DagsterDocs

Advanced: Resources #

You can find the code for this example on Github

Jobs often interact with external resources like Hadoop/Spark clusters or data warehouses like Snowflake or BigQuery. Dagster provides facilities to avoid hard-coding interactions with such systems, so that your business logic can remain the same across different environments (local/test, dev, prod, etc.) Resources represent these external systems, and you can construct multiple jobs that share the same graph of ops, but that each have different resources.

Parameterizing Jobs with Resources #

Dagster models interactions with features of the external environment as resources. Dagster's library modules such as dagster_aws, dagster_gcp, and dagster_slack provide out-of-the-box implementations for many common external services.

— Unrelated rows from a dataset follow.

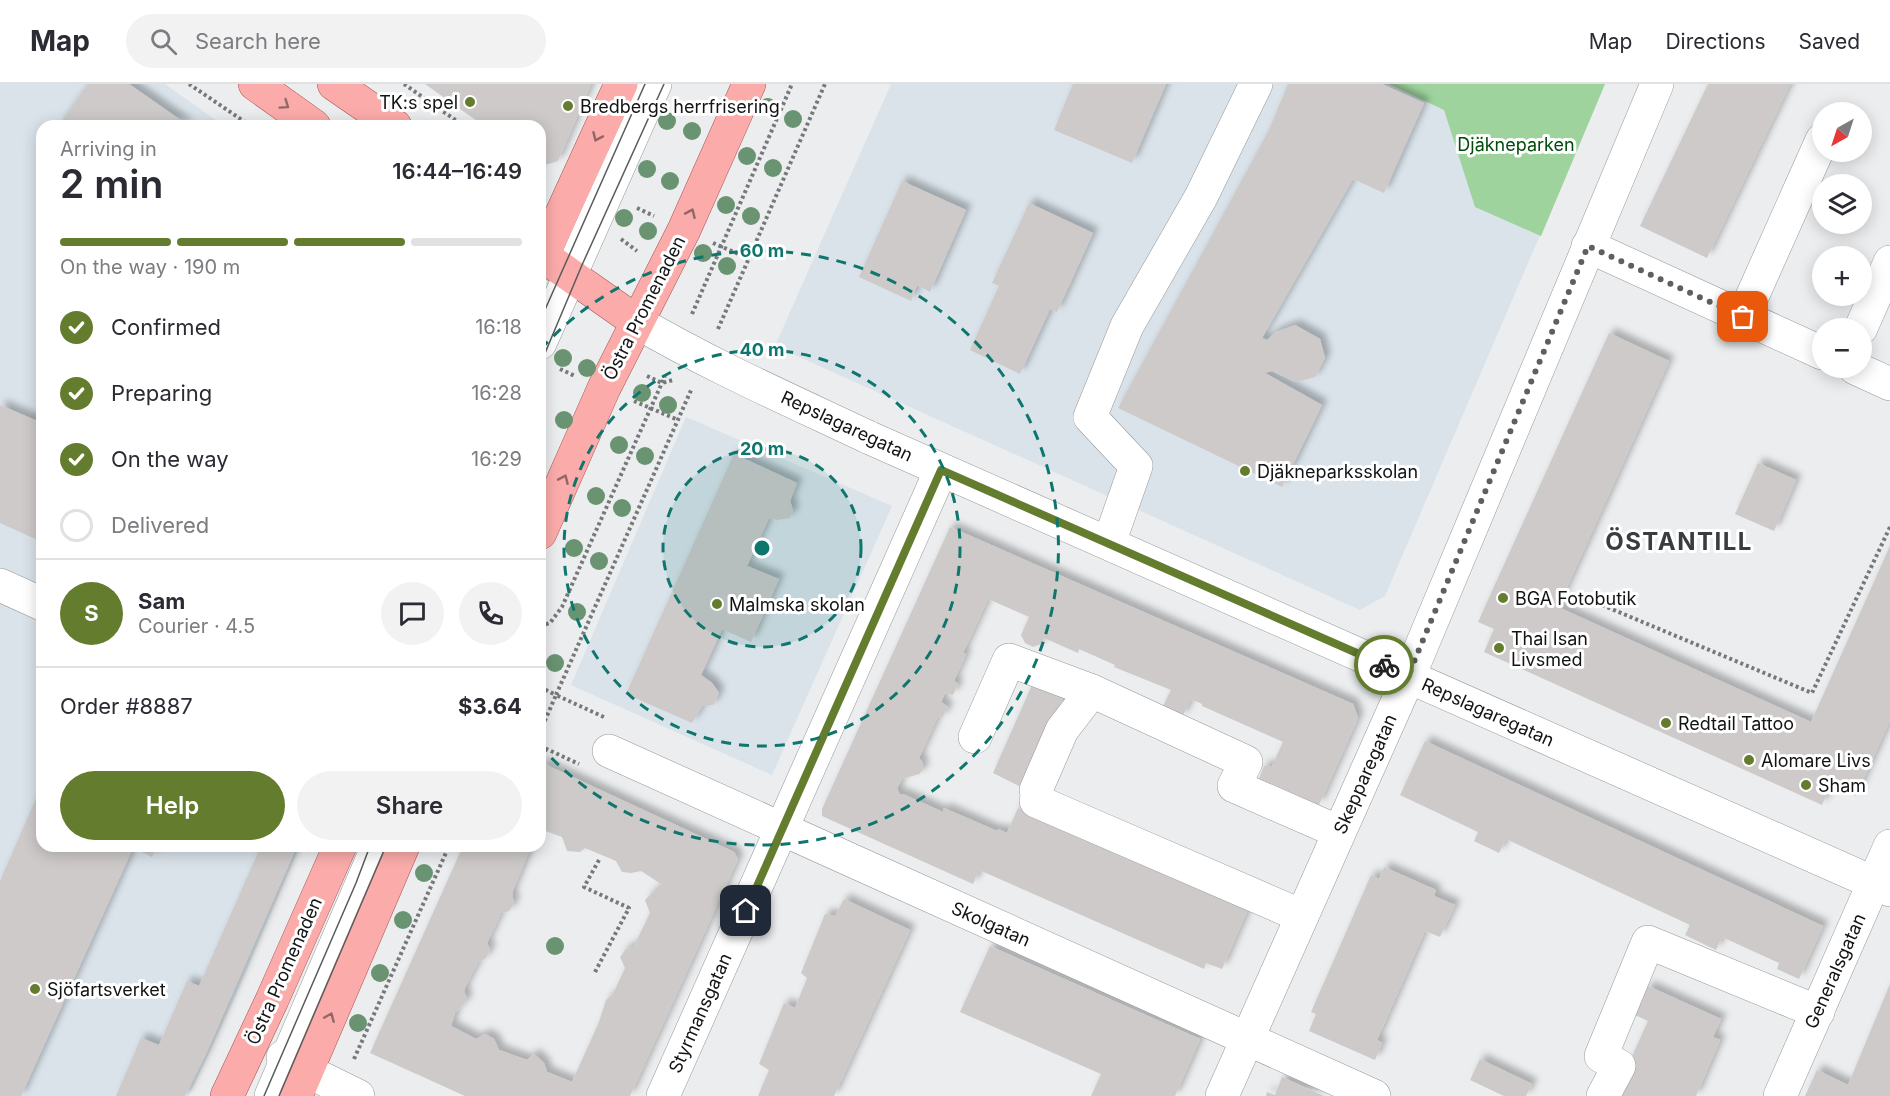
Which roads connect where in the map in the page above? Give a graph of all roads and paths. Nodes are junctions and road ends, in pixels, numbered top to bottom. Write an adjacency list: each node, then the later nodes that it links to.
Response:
1 (189, 84): 12 (path)
2 (255, 84): 13 (main road, one-way to 13)
3 (334, 84): 14 (main road)
4 (404, 84): 15 (path)
5 (621, 84): 17 (main road, one-way to 17)
6 (655, 84): 22 (street)
7 (749, 84): 25 (main road, Östra Promenaden, one-way to 7)
8 (792, 84): 27 (path)
9 (825, 84): 20 (path)
10 (1256, 84): 35 (street)
11 (1657, 84): 18 (street, Skepparegatan)
12 (243, 120)
13 (306, 120)
14 (386, 120)
15 (455, 120)
16 (1812, 162): 23 (street)
17 (546, 244)
18 (1588, 246): 23 (street); 40 (street, Skepparegatan)
19 (546, 258): 22 (main road, Repslagaregatan)
20 (748, 258)
21 (1890, 262): 24 (street)
22 (570, 274): 25 (main road, Repslagaregatan); 26 (street)
23 (1743, 317): 28 (street)
24 (1865, 318)
25 (637, 322): 27 (street, Repslagaregatan); 33 (main road, Östra Promenaden, one-way to 25)
26 (546, 329)
27 (678, 346): 32 (street, Repslagaregatan); 39 (path)
28 (1812, 348)
29 (1872, 376): 30 (street)
30 (1890, 384)
31 (678, 420): 43 (path)
32 (941, 470): 35 (street, Repslagaregatan); 48 (street, Styrmansgatan)
33 (546, 518)
34 (1890, 527): 38 (path)
35 (1109, 543): 40 (street, Repslagaregatan)
36 (0, 585): 37 (street)
37 (36, 601)
38 (1602, 605)
39 (546, 624)
40 (1408, 676): 49 (street, Skepparegatan); 56 (street, Repslagaregatan)
41 (546, 690): 43 (path)
42 (1092, 692): 45 (street); 49 (street); 57 (street)
43 (556, 695): 44 (path); 47 (path)
44 (546, 718)
45 (975, 737)
46 (546, 749): 47 (path)
47 (609, 751): 48 (street, Skolgatan)
48 (782, 829): 61 (street, Skolgatan); 66 (street, Styrmansgatan)
49 (1339, 832): 57 (street, Skepparegatan)
50 (1890, 846): 56 (street, Generalsgatan)
51 (337, 852): 58 (main road, Östra Promenaden)
52 (376, 852): 62 (street, Östra Promenaden)
53 (399, 852): 62 (main road, Östra Promenaden, one-way to 53)
54 (447, 852): 64 (path)
55 (599, 860): 59 (path)
56 (1882, 886): 60 (street, Generalsgatan)
57 (1302, 916): 61 (street, Skepparegatan)
58 (285, 970): 62 (street); 63 (main road, Östra Promenaden)
59 (595, 972)
60 (1818, 1012): 69 (street); 70 (street, Generalsgatan)
61 (1247, 1040): 67 (street, Skepparegatan); 68 (street, Skolgatan)
62 (291, 1069): 63 (street); 64 (street); 65 (street, Östra Promenaden)
63 (233, 1083)
64 (350, 1092)
65 (271, 1096)
66 (663, 1096)
67 (1222, 1096)
68 (1374, 1096)
69 (1603, 1096)
70 (1780, 1096)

Typically, your data processing jobs will want to store their results in a data warehouse somewhere separate from the raw data sources. We'll adjust our toy job so that it does a little more work on our cereal dataset, stores the finished product in a swappable data warehouse, and lets the team know when we're finished.

You might have noticed that our cereal dataset isn't normalized—that is, the serving sizes for some cereals are as small as a quarter of a cup, and for others are as large as a cup and a half. This grossly understates the nutritional difference between our different cereals.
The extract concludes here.